Please give again exactly the lines from the top of the material through the line with "gsave /was 0 def"; omit each picture.
|---|
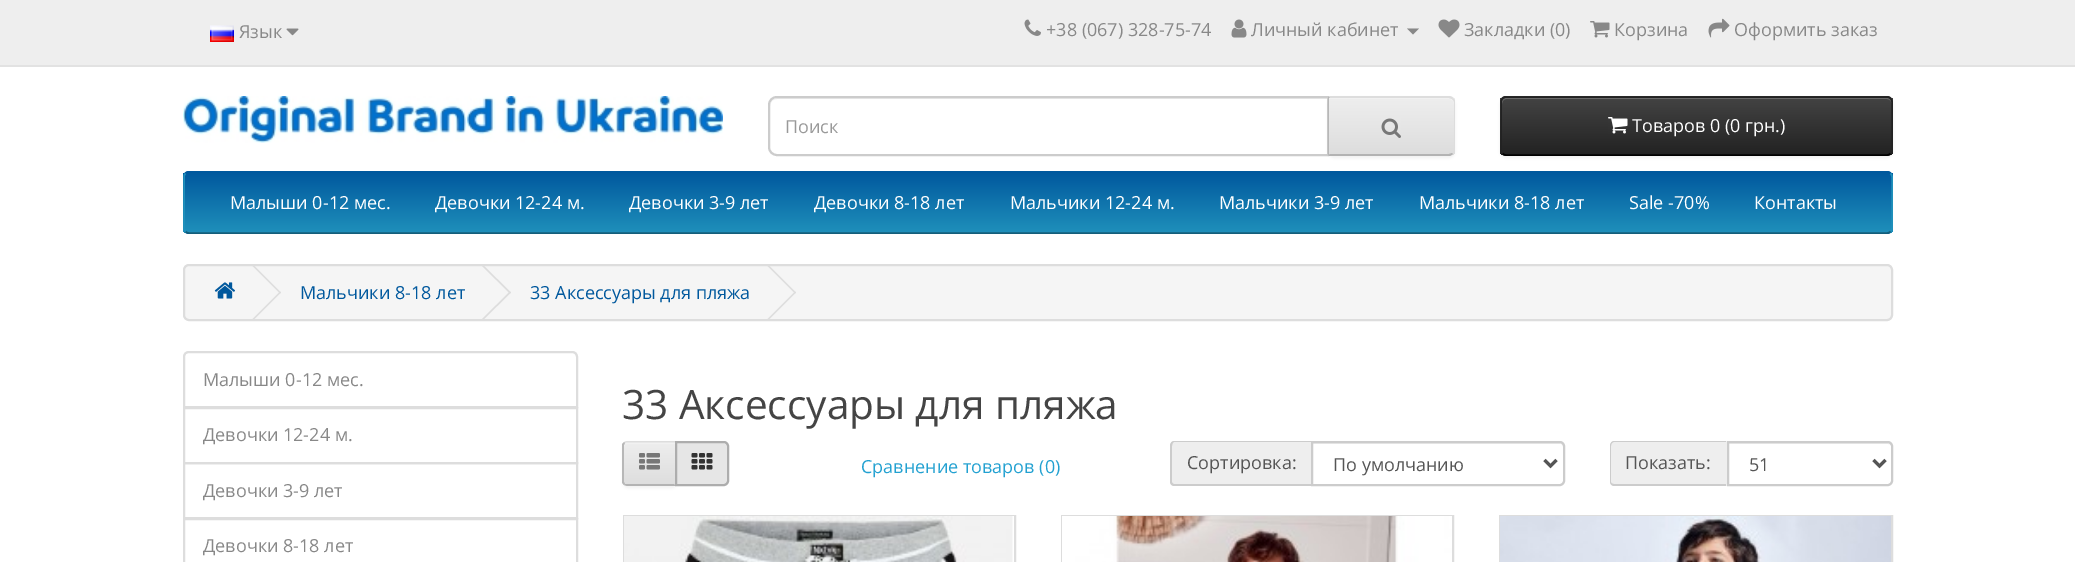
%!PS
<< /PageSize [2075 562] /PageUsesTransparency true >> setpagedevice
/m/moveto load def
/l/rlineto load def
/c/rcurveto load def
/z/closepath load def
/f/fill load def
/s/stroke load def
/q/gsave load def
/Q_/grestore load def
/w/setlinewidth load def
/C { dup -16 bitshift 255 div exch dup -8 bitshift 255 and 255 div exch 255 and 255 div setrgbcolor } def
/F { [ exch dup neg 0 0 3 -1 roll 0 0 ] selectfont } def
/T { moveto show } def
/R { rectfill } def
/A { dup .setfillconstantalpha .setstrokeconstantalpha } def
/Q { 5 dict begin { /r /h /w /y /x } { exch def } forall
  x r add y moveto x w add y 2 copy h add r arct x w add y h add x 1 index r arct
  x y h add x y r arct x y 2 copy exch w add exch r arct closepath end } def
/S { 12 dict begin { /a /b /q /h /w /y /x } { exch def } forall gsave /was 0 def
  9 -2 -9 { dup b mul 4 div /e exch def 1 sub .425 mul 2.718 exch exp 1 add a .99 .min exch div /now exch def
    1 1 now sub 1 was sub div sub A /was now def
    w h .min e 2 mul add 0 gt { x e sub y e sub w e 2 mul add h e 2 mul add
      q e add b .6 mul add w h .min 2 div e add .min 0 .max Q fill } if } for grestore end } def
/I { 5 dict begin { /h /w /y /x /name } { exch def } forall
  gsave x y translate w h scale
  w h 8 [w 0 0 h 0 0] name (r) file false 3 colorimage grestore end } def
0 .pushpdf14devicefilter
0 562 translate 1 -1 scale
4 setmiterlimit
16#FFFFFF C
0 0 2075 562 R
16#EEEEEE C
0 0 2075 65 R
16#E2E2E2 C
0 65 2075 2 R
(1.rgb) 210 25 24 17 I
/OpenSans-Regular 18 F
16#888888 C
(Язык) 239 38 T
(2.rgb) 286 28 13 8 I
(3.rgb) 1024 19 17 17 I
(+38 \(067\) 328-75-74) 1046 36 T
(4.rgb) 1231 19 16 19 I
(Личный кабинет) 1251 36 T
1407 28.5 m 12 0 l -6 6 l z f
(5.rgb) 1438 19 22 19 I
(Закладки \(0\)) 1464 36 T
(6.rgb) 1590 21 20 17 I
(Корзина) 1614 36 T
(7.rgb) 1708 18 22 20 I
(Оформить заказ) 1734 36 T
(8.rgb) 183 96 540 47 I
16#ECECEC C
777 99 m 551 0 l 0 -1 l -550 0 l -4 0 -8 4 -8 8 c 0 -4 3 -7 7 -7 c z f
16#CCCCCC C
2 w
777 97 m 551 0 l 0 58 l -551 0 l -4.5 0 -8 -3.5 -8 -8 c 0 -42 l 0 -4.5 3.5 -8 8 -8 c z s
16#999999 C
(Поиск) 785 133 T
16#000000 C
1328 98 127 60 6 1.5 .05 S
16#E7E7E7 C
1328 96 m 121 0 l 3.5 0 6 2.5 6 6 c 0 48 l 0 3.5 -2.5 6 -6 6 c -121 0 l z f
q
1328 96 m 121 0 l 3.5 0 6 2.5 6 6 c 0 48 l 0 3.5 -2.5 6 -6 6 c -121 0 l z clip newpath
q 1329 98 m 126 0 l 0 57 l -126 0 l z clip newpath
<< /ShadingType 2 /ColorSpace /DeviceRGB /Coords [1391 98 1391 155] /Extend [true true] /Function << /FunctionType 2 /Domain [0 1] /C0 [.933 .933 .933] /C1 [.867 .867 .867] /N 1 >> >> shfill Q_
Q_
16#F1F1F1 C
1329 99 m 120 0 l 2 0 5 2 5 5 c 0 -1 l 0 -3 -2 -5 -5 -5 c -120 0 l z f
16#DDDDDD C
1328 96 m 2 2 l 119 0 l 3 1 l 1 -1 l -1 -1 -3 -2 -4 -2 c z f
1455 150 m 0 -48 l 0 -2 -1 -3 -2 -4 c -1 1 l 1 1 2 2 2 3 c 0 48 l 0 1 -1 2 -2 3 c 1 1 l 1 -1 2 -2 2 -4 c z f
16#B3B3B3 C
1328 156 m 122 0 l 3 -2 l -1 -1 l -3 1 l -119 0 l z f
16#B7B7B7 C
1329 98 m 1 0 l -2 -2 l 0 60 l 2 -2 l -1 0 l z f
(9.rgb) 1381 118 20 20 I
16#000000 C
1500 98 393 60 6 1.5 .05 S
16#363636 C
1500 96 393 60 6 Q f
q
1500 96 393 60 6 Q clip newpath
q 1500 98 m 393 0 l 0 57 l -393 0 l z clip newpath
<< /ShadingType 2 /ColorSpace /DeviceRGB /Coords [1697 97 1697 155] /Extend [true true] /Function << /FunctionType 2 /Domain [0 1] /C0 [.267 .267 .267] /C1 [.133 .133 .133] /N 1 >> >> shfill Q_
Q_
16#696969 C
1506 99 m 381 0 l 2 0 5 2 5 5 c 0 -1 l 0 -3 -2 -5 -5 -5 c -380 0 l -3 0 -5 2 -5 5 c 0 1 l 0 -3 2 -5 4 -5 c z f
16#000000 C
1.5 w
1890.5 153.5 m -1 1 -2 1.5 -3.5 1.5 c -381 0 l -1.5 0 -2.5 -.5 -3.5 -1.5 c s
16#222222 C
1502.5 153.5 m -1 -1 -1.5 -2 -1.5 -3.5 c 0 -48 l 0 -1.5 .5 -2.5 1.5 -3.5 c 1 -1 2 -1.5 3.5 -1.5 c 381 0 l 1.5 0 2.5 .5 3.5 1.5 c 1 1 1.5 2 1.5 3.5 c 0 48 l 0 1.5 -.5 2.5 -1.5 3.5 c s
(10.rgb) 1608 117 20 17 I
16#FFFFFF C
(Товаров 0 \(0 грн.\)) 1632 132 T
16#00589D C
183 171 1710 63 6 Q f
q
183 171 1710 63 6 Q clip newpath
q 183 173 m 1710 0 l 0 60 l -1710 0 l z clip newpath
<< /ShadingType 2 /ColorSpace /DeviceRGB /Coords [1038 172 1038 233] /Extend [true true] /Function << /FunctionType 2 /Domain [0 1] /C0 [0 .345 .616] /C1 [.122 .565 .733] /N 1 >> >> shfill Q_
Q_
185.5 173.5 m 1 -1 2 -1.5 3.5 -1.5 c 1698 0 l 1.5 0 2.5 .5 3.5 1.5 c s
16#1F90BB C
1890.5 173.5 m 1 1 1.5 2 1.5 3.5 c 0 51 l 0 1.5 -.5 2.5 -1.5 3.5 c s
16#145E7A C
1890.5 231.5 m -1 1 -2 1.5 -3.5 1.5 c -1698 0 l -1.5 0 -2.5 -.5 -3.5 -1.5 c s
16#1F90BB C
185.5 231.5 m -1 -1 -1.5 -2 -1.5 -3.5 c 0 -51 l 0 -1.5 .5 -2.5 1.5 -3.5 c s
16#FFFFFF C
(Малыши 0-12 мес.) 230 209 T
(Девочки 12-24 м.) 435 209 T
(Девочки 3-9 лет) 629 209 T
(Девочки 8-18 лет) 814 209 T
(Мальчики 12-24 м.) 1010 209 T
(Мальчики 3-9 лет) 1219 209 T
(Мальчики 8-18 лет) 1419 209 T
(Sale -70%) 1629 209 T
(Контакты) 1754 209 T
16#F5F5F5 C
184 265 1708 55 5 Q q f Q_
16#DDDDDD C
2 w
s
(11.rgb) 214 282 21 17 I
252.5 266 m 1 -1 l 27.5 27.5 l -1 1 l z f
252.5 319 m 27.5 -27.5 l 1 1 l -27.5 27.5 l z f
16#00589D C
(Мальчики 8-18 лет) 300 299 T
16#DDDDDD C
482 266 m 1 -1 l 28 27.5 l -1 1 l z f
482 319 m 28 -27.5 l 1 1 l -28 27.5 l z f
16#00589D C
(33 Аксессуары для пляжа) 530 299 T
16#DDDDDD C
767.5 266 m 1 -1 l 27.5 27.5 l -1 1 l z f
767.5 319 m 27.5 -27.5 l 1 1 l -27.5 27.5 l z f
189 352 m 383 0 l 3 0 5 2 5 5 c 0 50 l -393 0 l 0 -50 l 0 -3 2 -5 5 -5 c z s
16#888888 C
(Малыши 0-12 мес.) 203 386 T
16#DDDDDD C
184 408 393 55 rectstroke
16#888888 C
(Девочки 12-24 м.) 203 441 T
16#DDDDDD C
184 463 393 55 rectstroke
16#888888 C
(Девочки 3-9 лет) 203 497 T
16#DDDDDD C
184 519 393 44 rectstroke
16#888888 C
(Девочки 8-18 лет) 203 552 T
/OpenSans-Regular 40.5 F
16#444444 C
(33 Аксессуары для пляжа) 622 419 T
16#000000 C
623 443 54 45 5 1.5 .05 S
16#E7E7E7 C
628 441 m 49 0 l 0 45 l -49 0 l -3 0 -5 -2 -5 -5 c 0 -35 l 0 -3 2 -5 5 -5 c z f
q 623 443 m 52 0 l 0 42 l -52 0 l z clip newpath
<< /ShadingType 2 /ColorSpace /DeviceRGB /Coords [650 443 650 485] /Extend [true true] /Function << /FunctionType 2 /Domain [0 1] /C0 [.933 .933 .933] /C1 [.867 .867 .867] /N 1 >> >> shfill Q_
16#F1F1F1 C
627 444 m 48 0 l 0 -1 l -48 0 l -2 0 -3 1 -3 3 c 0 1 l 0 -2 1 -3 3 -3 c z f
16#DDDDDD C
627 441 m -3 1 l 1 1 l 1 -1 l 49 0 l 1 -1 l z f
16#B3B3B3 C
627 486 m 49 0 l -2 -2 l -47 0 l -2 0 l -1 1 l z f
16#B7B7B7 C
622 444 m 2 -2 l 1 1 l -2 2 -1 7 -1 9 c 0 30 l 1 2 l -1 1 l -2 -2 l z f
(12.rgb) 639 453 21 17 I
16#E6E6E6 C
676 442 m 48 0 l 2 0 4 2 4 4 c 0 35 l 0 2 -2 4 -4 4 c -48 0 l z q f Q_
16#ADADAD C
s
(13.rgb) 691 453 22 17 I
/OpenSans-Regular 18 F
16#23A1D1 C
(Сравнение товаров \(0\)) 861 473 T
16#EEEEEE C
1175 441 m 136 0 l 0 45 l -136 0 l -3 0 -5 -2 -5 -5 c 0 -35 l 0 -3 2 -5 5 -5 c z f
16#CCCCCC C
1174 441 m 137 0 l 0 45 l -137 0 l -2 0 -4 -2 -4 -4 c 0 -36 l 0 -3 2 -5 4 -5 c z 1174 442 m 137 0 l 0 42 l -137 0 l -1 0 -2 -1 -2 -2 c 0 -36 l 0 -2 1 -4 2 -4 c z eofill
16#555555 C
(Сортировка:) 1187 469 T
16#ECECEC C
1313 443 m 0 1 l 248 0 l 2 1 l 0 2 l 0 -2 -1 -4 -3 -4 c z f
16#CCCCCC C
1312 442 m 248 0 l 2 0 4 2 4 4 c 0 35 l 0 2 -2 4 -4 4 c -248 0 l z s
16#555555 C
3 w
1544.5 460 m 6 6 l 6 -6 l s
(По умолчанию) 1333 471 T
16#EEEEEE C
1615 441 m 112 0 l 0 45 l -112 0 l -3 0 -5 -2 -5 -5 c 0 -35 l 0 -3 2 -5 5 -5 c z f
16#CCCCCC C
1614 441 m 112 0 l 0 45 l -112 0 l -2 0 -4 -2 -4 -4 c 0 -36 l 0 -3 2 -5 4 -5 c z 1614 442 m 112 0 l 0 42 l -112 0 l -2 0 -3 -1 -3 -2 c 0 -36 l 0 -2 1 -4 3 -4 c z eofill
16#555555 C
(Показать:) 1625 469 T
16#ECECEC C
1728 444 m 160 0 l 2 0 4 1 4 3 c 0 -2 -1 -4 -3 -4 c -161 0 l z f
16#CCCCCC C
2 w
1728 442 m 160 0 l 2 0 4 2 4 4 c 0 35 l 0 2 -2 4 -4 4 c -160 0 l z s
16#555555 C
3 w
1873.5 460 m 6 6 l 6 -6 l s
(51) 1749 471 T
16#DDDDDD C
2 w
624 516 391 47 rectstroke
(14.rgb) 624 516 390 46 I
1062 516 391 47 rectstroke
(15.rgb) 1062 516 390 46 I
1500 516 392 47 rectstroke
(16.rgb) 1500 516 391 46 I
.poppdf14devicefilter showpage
|---|
- **Answer box**
%!PS
<< /PageSize [2075 562] /PageUsesTransparency true >> setpagedevice
/m/moveto load def
/l/rlineto load def
/c/rcurveto load def
/z/closepath load def
/f/fill load def
/s/stroke load def
/q/gsave load def
/Q_/grestore load def
/w/setlinewidth load def
/C { dup -16 bitshift 255 div exch dup -8 bitshift 255 and 255 div exch 255 and 255 div setrgbcolor } def
/F { [ exch dup neg 0 0 3 -1 roll 0 0 ] selectfont } def
/T { moveto show } def
/R { rectfill } def
/A { dup .setfillconstantalpha .setstrokeconstantalpha } def
/Q { 5 dict begin { /r /h /w /y /x } { exch def } forall
  x r add y moveto x w add y 2 copy h add r arct x w add y h add x 1 index r arct
  x y h add x y r arct x y 2 copy exch w add exch r arct closepath end } def
/S { 12 dict begin { /a /b /q /h /w /y /x } { exch def } forall gsave /was 0 def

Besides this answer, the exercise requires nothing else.